Task to carry out -> Where does the word "Circle" occur in the entries below? Copy every line that has it.

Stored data
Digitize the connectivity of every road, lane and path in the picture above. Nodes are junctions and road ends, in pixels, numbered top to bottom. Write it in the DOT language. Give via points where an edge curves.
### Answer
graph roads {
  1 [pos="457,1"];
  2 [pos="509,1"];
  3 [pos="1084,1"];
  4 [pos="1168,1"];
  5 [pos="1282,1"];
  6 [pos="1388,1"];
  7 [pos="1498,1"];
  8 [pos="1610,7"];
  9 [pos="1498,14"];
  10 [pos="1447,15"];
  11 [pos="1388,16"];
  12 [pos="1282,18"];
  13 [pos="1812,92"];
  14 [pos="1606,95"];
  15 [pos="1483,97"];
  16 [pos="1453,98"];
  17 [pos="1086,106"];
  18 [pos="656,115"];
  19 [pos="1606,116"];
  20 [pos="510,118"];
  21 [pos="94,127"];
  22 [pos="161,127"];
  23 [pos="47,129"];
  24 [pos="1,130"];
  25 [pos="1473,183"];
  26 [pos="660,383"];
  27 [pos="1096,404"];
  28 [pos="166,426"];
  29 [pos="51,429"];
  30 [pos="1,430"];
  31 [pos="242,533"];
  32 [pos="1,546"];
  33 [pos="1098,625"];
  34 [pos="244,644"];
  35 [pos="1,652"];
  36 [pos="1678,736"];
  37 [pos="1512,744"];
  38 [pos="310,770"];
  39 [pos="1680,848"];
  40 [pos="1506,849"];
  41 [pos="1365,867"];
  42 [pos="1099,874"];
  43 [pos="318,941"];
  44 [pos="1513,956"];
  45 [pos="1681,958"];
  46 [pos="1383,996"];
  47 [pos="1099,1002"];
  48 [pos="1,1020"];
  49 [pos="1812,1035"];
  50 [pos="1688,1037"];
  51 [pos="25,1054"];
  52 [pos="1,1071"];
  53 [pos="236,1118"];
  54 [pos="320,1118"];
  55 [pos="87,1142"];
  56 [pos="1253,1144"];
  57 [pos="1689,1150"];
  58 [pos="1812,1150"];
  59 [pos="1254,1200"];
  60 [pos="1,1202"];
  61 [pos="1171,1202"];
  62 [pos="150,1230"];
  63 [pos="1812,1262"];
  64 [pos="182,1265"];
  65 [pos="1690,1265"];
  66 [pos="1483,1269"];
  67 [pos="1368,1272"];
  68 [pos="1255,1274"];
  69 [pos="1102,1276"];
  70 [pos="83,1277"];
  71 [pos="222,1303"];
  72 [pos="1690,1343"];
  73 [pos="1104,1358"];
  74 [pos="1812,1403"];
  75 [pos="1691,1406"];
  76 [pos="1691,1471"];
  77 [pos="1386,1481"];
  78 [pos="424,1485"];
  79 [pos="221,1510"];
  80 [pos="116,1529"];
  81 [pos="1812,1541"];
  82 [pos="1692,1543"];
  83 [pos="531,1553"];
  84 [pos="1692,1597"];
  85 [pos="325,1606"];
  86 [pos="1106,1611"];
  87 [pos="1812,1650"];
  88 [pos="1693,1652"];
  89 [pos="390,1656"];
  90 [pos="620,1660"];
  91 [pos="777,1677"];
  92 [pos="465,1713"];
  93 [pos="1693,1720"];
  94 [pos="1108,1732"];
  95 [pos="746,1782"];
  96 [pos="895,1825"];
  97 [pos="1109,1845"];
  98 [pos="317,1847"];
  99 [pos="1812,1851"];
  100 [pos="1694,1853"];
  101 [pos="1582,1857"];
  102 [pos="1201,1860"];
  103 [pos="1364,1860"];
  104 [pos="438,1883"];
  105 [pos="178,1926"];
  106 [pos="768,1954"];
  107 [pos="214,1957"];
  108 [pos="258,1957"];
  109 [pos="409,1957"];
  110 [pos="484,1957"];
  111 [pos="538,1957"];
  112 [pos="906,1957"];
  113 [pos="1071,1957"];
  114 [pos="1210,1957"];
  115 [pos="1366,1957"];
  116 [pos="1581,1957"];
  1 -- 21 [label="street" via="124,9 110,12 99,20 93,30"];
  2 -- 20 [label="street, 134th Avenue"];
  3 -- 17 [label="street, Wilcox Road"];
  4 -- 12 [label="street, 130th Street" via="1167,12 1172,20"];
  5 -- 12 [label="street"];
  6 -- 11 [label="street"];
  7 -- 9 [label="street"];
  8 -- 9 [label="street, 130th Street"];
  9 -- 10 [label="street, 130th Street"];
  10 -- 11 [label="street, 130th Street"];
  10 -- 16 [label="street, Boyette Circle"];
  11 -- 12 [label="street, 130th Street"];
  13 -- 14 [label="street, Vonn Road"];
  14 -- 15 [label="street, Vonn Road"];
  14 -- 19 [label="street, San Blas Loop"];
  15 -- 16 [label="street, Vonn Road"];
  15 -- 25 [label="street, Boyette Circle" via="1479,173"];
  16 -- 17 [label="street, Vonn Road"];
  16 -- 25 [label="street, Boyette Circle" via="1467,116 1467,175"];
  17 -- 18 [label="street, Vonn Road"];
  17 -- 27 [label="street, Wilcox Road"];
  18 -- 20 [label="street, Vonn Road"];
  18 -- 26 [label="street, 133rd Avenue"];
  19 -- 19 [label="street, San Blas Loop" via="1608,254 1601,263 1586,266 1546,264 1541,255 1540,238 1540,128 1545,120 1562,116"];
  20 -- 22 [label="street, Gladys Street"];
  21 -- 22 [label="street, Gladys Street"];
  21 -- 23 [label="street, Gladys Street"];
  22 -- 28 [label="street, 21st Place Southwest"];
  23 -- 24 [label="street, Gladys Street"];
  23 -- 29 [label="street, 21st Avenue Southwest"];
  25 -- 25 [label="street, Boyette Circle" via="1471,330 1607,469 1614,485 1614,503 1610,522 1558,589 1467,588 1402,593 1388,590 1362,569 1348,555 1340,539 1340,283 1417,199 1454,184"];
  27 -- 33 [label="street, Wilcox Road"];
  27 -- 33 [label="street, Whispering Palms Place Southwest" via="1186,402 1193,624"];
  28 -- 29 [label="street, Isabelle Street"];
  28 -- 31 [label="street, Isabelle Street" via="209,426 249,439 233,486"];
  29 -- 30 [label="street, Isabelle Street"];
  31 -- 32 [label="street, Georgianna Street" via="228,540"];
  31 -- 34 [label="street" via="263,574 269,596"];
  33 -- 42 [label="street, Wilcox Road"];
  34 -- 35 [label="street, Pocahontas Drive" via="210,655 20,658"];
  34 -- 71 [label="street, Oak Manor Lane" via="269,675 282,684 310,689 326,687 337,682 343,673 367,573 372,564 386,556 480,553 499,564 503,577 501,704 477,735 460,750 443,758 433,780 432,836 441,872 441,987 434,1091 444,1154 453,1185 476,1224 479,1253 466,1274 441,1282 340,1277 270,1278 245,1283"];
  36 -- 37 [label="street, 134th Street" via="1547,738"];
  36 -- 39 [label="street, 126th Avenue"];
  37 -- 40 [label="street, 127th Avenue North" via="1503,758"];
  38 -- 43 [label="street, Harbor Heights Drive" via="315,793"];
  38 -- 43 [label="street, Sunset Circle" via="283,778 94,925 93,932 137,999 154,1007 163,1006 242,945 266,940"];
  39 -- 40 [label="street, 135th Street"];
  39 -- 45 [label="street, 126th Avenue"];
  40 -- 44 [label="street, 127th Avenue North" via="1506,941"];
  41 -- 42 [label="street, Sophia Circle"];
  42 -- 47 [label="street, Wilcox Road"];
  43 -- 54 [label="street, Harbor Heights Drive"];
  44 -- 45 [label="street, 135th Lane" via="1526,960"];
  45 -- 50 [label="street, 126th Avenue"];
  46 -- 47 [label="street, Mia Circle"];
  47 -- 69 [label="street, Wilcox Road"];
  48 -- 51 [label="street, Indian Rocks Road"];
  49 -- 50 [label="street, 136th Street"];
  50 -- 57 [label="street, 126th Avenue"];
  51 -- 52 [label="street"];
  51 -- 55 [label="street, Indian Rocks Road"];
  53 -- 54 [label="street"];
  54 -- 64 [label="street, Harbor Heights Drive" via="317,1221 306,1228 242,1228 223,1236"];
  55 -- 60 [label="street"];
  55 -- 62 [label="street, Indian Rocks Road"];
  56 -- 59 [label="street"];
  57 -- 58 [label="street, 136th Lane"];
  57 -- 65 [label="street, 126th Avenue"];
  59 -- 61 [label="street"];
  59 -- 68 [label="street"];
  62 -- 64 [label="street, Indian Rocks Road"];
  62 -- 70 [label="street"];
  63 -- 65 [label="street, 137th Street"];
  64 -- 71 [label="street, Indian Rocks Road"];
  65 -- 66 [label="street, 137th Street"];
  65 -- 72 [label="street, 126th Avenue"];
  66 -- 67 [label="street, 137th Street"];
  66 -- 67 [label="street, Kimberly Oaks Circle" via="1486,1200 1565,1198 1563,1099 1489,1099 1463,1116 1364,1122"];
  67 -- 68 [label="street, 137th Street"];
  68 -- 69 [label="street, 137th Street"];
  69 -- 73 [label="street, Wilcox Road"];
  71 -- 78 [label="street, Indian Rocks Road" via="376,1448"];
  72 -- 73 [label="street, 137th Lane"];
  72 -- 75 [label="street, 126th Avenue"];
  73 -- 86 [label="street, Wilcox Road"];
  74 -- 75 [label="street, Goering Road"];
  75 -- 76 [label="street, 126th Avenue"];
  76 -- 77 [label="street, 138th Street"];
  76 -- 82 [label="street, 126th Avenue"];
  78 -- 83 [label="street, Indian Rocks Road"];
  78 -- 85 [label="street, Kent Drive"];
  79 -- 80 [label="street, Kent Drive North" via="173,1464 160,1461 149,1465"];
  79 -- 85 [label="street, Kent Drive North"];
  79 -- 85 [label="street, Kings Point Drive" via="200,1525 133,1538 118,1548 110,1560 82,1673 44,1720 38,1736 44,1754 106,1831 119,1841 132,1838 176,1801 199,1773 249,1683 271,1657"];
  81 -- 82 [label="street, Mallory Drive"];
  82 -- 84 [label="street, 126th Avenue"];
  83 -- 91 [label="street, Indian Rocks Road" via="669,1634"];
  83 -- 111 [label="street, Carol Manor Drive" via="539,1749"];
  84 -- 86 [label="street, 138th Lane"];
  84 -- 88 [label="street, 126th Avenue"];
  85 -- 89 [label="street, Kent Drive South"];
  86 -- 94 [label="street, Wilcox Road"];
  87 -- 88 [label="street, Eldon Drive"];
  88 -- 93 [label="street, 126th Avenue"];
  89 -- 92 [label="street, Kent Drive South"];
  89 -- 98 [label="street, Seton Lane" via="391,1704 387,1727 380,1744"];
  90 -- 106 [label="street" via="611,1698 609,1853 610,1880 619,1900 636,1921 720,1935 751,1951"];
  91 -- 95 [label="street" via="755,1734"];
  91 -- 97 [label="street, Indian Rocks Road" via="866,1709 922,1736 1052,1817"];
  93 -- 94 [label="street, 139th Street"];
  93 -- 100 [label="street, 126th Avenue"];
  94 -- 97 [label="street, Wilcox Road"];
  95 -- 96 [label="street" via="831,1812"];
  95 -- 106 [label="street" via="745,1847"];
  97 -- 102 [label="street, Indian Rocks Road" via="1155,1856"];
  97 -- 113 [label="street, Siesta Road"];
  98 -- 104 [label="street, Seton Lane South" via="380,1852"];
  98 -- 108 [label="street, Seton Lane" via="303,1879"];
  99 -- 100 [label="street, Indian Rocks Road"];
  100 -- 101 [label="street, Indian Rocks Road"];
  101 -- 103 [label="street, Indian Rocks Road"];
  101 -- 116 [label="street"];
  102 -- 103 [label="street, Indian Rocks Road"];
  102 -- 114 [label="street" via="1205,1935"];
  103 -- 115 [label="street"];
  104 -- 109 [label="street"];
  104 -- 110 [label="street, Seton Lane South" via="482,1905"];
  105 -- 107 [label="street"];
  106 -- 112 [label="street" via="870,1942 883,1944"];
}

Answer section ->
  10 -- 16 [label="street, Boyette Circle"];
  15 -- 25 [label="street, Boyette Circle" via="1479,173"];
  16 -- 25 [label="street, Boyette Circle" via="1467,116 1467,175"];
  25 -- 25 [label="street, Boyette Circle" via="1471,330 1607,469 1614,485 1614,503 1610,522 1558,589 1467,588 1402,593 1388,590 1362,569 1348,555 1340,539 1340,283 1417,199 1454,184"];
  38 -- 43 [label="street, Sunset Circle" via="283,778 94,925 93,932 137,999 154,1007 163,1006 242,945 266,940"];
  41 -- 42 [label="street, Sophia Circle"];
  46 -- 47 [label="street, Mia Circle"];
  66 -- 67 [label="street, Kimberly Oaks Circle" via="1486,1200 1565,1198 1563,1099 1489,1099 1463,1116 1364,1122"];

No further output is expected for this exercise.